Assignment: Task for the records below: please retype exactly and only the lines from the first through the one with "solid #fff;border-radius:50%;background:#1a73e8;box-shadow:0 0", with every picture omitted.

Material shown:
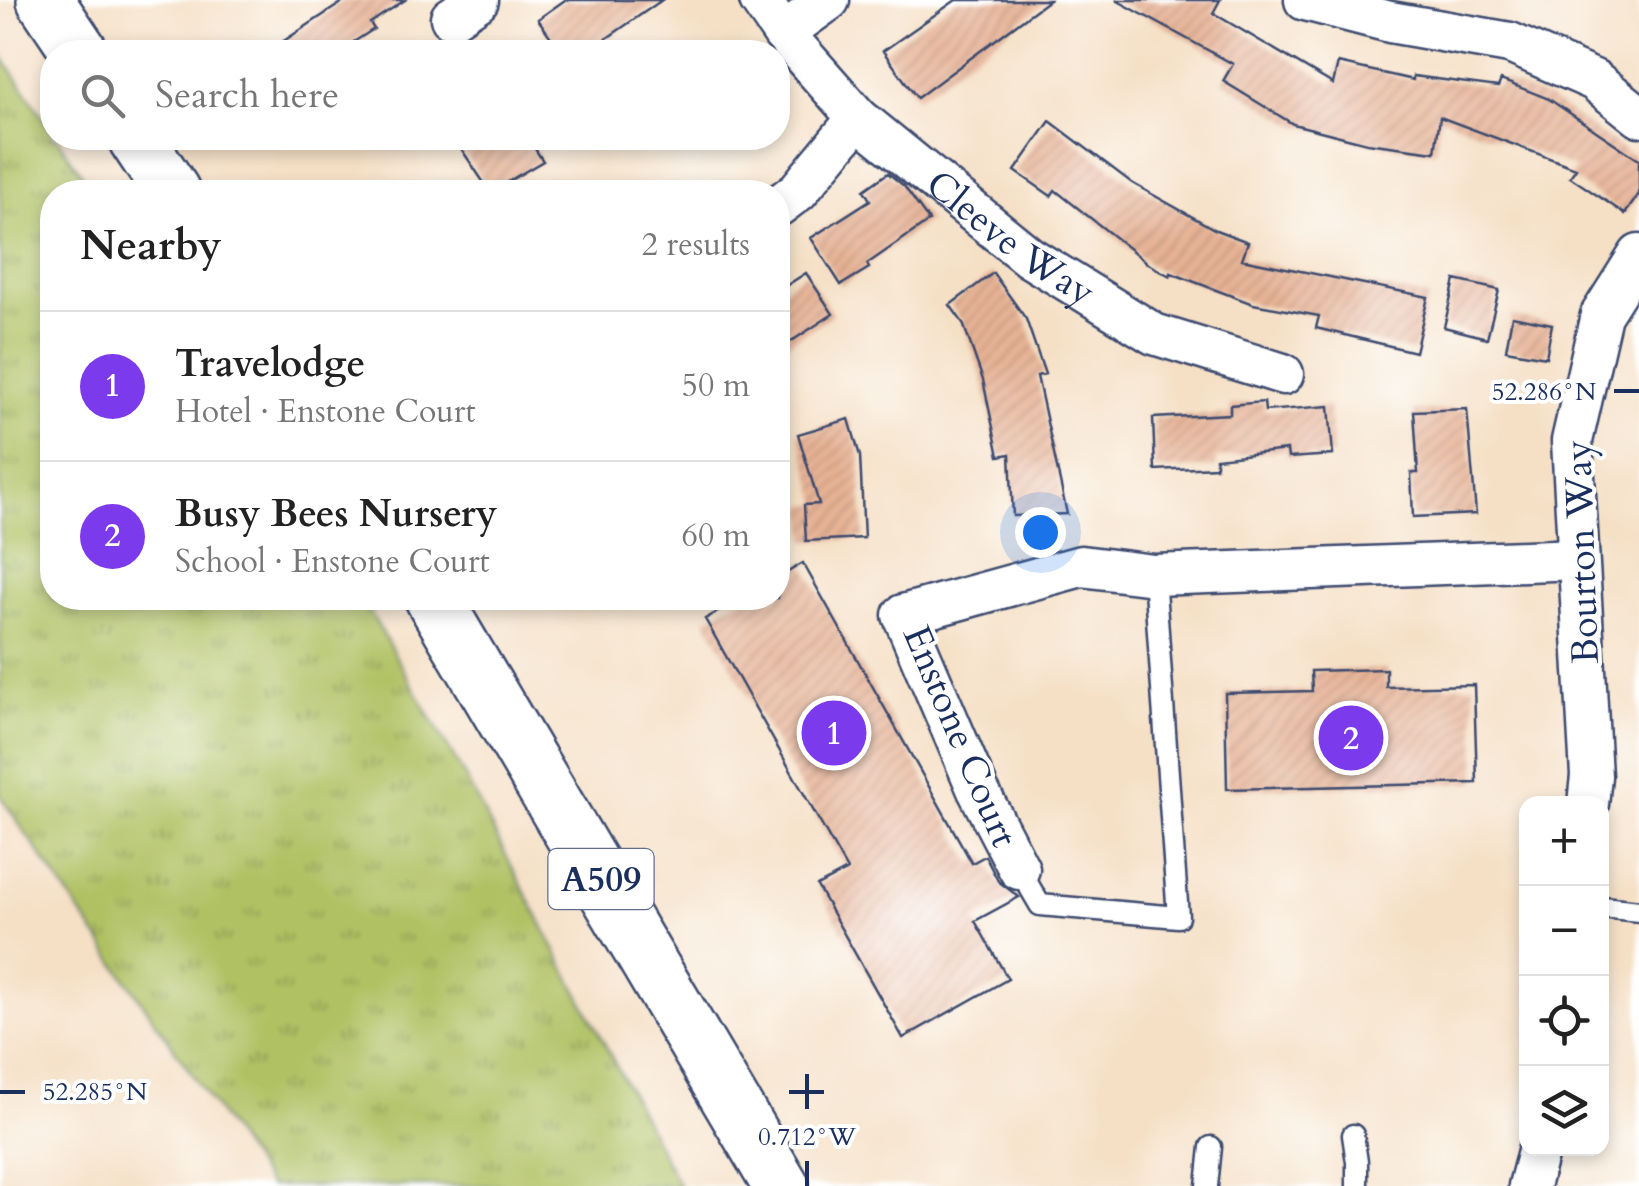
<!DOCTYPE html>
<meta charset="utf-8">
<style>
:root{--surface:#fff;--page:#f6f6f6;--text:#222;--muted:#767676;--line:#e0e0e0;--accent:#7c3aed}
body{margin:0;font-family:Cardo,serif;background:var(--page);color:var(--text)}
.controls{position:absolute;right:30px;bottom:30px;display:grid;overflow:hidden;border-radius:20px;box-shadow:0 5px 15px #0003}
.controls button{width:90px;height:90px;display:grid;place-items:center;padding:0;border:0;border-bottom:2px solid var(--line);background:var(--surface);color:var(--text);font:50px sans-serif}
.you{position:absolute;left:1040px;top:532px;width:35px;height:35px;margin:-25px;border:8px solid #fff;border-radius:50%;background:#1a73e8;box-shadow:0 0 0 15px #1a73e833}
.badge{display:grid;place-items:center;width:65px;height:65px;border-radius:50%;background:var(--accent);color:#fff;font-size:32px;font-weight:700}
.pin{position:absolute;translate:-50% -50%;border:5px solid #fff;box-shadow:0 2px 10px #0006}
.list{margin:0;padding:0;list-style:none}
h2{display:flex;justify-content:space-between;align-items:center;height:130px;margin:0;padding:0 40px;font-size:42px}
h2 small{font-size:32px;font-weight:400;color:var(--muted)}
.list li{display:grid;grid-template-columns:65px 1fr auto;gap:30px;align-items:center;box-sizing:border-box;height:150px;padding:0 40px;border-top:2px solid var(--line)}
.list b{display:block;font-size:38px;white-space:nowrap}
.list p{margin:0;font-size:32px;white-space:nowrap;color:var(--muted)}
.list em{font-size:32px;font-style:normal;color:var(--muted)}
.icon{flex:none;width:55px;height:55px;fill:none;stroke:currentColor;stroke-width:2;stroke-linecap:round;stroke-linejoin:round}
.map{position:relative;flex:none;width:1639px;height:1186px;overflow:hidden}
.search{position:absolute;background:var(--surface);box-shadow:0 5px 15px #0003;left:40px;top:40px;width:750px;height:110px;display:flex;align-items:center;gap:25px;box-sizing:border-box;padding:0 35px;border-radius:40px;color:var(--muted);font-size:38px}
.panel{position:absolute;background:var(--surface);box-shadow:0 5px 15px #0003;left:40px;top:180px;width:750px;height:430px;border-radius:40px}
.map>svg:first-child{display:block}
.grass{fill:url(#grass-tufts);stroke:#667861;stroke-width:2.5}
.building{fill:url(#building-hatch)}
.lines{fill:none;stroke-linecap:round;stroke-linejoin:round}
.service-casing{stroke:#3c4a6e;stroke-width:25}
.minor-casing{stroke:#3c4a6e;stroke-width:45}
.trunk-casing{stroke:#3c4a6e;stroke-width:60}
.service{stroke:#fff;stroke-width:20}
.minor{stroke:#fff;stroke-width:40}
.trunk{stroke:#fff;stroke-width:55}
.ticks{fill:none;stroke:#1b2f5e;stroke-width:4}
.labels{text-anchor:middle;stroke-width:8;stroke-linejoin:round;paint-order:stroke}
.shield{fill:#fff;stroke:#5f6d8e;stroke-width:2.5}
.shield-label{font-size:35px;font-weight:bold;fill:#1b2f5e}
.street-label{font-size:38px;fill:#1b2f5e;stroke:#fff}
.ticks-label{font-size:25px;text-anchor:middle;fill:#1b2f5e;stroke:#fff;stroke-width:8;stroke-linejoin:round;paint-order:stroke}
</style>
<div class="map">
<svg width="1639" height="1186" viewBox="0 0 1639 1186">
<defs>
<pattern id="grass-tufts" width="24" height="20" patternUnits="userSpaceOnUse" patternTransform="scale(2.5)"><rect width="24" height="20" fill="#b0c164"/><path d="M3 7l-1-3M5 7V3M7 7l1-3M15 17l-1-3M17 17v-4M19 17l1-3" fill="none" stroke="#8e9d56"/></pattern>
<pattern id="building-hatch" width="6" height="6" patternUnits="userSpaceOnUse" patternTransform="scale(2.5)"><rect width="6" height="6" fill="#e7b294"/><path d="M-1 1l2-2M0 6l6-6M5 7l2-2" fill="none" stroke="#c69982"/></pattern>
</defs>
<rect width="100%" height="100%" fill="#fff"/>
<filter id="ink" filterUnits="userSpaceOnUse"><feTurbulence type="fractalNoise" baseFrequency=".01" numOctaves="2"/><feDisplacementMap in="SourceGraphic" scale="20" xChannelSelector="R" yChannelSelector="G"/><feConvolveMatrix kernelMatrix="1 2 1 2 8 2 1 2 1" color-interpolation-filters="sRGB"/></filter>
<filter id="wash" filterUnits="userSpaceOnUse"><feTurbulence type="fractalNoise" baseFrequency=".0048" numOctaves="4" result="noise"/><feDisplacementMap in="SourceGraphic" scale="40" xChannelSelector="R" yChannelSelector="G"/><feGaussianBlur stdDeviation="2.25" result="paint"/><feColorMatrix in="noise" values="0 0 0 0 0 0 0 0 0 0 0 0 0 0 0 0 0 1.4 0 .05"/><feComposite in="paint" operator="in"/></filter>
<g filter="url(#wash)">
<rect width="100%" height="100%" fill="#f5e0c6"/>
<path class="grass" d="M0,53L52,131V138H57L94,192H52V598H362L465,777L679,1186H269L0,796Z"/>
<g id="blocks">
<path class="building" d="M346,0H405L370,23L374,29L338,52H267Z
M565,0H662L587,52H561L538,19Z
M956,0H1049L917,98L883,51Z
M1116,0H1220L1213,13L1333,84L1338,63L1413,80V76L1498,87L1501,80L1549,99L1639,160V194L1625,214L1570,177L1576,168L1440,117L1435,152L1367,143L1293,124L1223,81L1233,64Z
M1050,121L1132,183L1216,230L1248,242L1242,259L1428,297L1415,352L1316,328L1319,316L1253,304L1171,273L1170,276L1150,265L1055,190L1051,196L1015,171Z
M454,138H528L543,161L490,192Z
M888,173L904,186L929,221L867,264L869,268L841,285L811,238L870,200L864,190Z
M806,273L833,314L778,350V291Z
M993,273L1026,319L1045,374L1037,376L1067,514L1013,516L1010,454L999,456L983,380L963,323L950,305Z
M1455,280L1499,290L1487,338L1444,327Z
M1512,316L1552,324L1546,357L1506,350Z
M1264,402L1265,411L1329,406L1333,455L1288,458L1287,450L1216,458V467L1155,470L1153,418L1230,414V405Z
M1467,409L1476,514L1413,517L1411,473H1418L1414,411Z
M849,419L860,456L864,538L806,541L804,505L819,504L798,434Z
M803,563L972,863L985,856L998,881L1019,897L975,921L1008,979L903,1038L817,886L847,870L705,619L743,598H778V578Z
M1386,669V687L1474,685L1477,783L1227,789L1225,693L1312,691L1311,671Z"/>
</g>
</g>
<g filter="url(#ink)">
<use href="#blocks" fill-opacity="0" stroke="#3c4a6e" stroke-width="2.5"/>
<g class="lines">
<g class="service-casing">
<path id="service" d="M1019,869L1040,905L1178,917L1154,575
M1602,907L1639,911
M1353,1135L1357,1162V1186
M1207,1186L1211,1147"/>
</g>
<g class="minor-casing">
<g id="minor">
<path id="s1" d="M760,0L783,33L858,118L1029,257L1154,334L1283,374"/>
<path d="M1305,0L1390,22L1510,43L1594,80L1639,116"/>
<path d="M451,18L478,0"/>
<path d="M783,33L829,0"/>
<path d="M778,206L798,191L858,118"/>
<path d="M1588,804L1591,776L1572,441L1601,315L1639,255"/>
<path d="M1019,869L978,790L903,615L1081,566L1154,575L1578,559"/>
<path d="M1529,1186L1539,1148"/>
</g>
</g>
<g class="trunk-casing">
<path id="trunk" d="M45,0L80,52
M136,138L172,192
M433,598L781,1186"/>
</g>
<use href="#service" class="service"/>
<use href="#minor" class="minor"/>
<use href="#trunk" class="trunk"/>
</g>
</g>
<path class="ticks" d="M1614,391H1639M807,1074V1109M0,1092H25M789,1092H824M807,1161V1186"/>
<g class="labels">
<rect class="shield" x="548.5" y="849" width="105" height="60" rx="8"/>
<g class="shield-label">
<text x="601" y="891">A509</text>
</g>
<g class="street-label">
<text dy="13" stroke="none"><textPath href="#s1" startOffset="348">Cleeve Way</textPath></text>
<text transform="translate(1581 552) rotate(-92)" y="13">Bourton Way</text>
<text transform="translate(961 736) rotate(67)" y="13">Enstone Court</text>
</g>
</g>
<g class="ticks-label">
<text x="1544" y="400">52.286°N</text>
<text x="95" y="1100">52.285°N</text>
<text x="807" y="1145">0.712°W</text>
</g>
</svg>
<div class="controls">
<button>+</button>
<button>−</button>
<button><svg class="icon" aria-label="locate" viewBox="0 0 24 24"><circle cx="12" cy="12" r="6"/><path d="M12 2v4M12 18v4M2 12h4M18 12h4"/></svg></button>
<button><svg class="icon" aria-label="layers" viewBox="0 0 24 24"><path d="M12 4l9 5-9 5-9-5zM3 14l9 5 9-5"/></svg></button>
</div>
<div class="you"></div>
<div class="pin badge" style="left:834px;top:733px">1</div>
<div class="pin badge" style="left:1351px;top:738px">2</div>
<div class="search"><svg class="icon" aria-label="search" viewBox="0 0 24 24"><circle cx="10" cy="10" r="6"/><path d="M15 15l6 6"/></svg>Search here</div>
<section class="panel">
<h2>Nearby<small>2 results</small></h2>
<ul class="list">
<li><span class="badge">1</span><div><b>Travelodge</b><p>Hotel · Enstone Court</p></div><em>50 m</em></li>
<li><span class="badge">2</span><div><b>Busy Bees Nursery</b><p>School · Enstone Court</p></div><em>60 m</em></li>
</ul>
</section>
</div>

Result of this exercise:
<!DOCTYPE html>
<meta charset="utf-8">
<style>
:root{--surface:#fff;--page:#f6f6f6;--text:#222;--muted:#767676;--line:#e0e0e0;--accent:#7c3aed}
body{margin:0;font-family:Cardo,serif;background:var(--page);color:var(--text)}
.controls{position:absolute;right:30px;bottom:30px;display:grid;overflow:hidden;border-radius:20px;box-shadow:0 5px 15px #0003}
.controls button{width:90px;height:90px;display:grid;place-items:center;padding:0;border:0;border-bottom:2px solid var(--line);background:var(--surface);color:var(--text);font:50px sans-serif}
.you{position:absolute;left:1040px;top:532px;width:35px;height:35px;margin:-25px;border:8px solid #fff;border-radius:50%;background:#1a73e8;box-shadow:0 0 0 15px #1a73e833}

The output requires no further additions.